Before I wrote this, I looked up Bobby’s stats this season. Going into Monday’s game, Fred has played Portis a whopping 22 MINUTES……THE ENTIRE SEASON! Personally, I find this stat quite mind boggling simply because there were moments where we could have actually used Crazy Eyes out there for brief stints. Below are my three reasons why the Bulls need to start giving Portis some tick:
As you could see in the preseason, much of Portis’s success came from hustling and being a maniac. He was all over the court, grabbing rebounds, diving on the floor, keeping possessions alive, and most of all just giving the team much needed energy. There have been too many instances where the Bulls have started a game flat or have had in their in-game lulls. These are perfect times to play BP!
Spread the Floor
Portis is by no means a marksman, but he has shown to at least be a respectable shooter in this league thus far. Since the defense is forced to respect his shot, driving opportunities will naturally occur for Rose and Butler, and even create space for Gasol to post up.
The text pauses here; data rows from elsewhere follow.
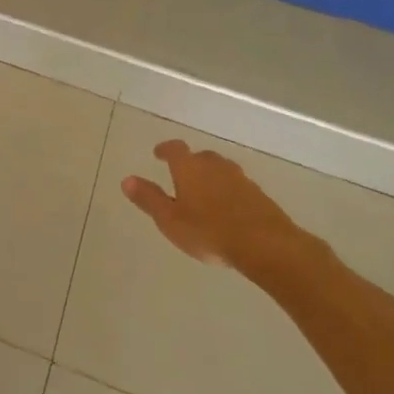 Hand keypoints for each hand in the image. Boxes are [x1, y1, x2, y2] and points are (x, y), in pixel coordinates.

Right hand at [122, 140, 299, 269]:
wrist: (266, 245)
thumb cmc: (209, 231)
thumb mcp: (170, 219)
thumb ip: (149, 199)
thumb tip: (127, 180)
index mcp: (190, 168)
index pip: (175, 149)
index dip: (165, 149)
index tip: (159, 154)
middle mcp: (215, 166)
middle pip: (201, 157)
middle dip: (191, 163)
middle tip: (182, 176)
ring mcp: (241, 180)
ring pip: (222, 171)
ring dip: (212, 177)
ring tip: (205, 194)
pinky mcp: (260, 196)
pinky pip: (239, 187)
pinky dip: (229, 193)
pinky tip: (228, 210) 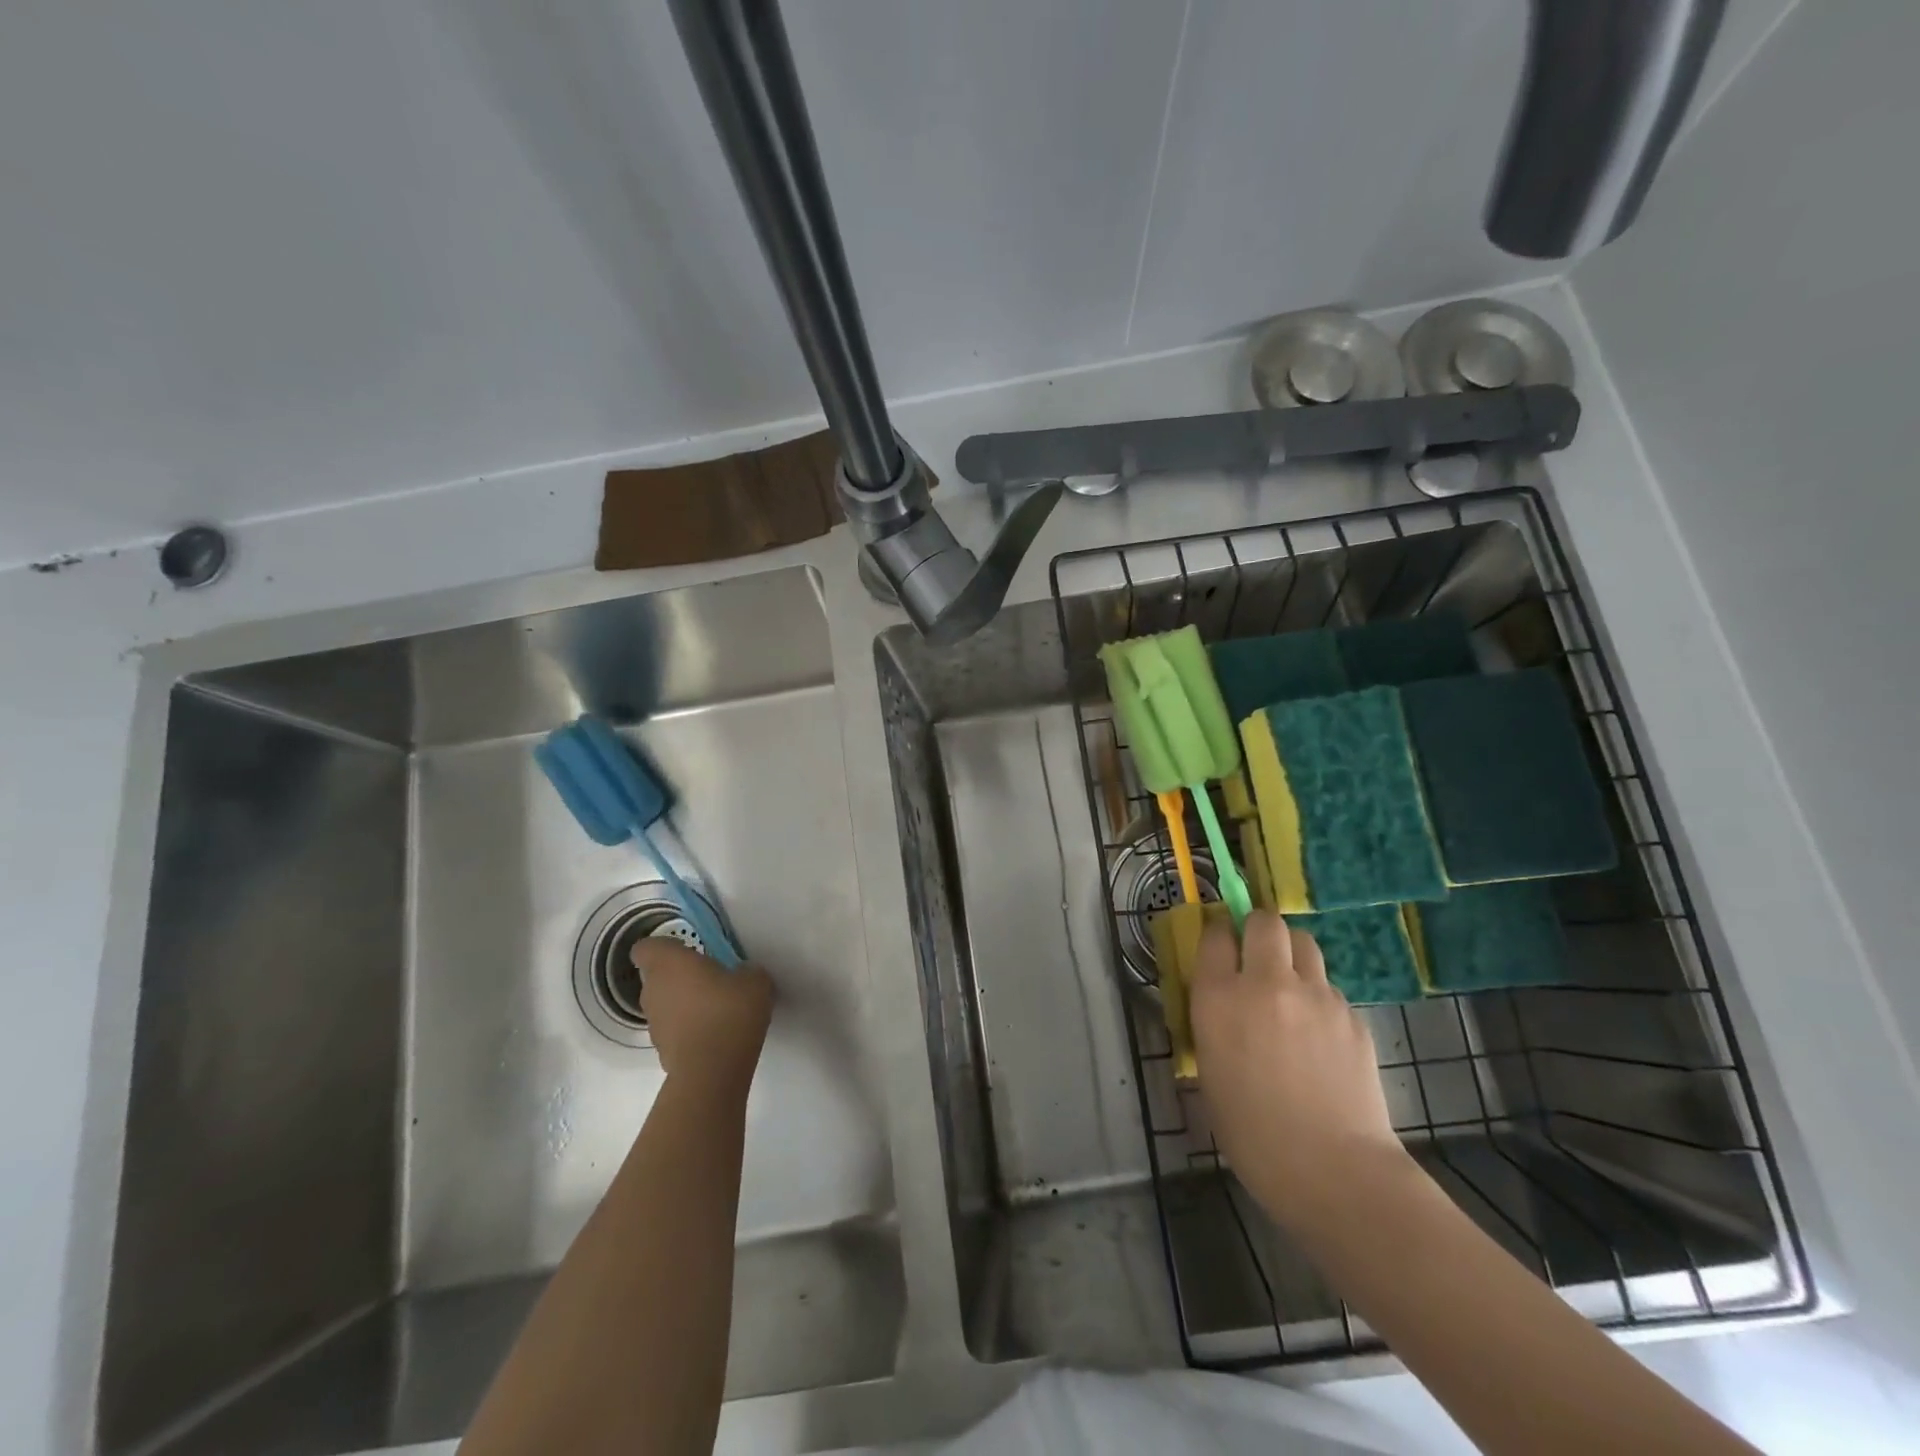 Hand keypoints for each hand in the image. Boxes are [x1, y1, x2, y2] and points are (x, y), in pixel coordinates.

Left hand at [635, 940, 771, 1089]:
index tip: (684, 951)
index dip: (663, 948)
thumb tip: (742, 976)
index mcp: (668, 963)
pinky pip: (673, 1029)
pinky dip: (687, 1029)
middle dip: (679, 976)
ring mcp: (653, 1023)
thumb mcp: (755, 980)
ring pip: (664, 1003)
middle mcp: (653, 989)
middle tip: (709, 979)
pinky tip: (714, 1035)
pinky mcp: (660, 1050)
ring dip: (683, 1004)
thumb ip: (745, 971)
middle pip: (656, 976)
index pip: (646, 947)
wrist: (713, 1071)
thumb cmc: (729, 1011)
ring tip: (715, 1010)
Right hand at [1189, 911, 1407, 1232]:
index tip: (1220, 947)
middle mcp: (1266, 982)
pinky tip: (1321, 1039)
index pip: (1215, 934)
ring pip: (1304, 944)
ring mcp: (1316, 994)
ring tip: (1291, 990)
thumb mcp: (1210, 1072)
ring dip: (1292, 955)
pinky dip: (1320, 999)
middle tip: (1257, 956)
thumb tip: (1222, 1004)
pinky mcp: (1352, 1014)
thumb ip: (1214, 1024)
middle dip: (1258, 929)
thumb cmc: (1253, 1134)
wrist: (1334, 1171)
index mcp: (1219, 997)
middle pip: (1265, 921)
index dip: (1217, 935)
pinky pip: (1330, 988)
With the disappointing start of Mirotic, Portis is even more deserving of some PT at the power forward spot. And not to mention, he is a very good free throw shooter.
This offseason, the Bulls could possibly lose two of their main big men due to free agency. With Jo in his contract year and Pau having the ability to exercise his player option, the currently log jammed Chicago frontcourt could become suddenly wide open. In the event we lose one or both of these veterans, the Bulls need to get an idea of what type of player they are going to get out of Portis, and the only way to do that is to get him out on the court. If Bobby can show flashes his rookie season, the Bulls can then pass on overpaying Noah and won’t feel bad if Pau decides to walk away from the team. This obviously creates more flexibility for the Bulls moving forward giving Gar Forman and John Paxson a lot more cap space to work with.
Now I’m not asking for Bobby to get significant playing time, I would just like to see him at least crack the rotation. It can only have a positive effect on the organization, in both the long and short term. But in order to reap these benefits, Fred must simply #FreeBobbyPortis.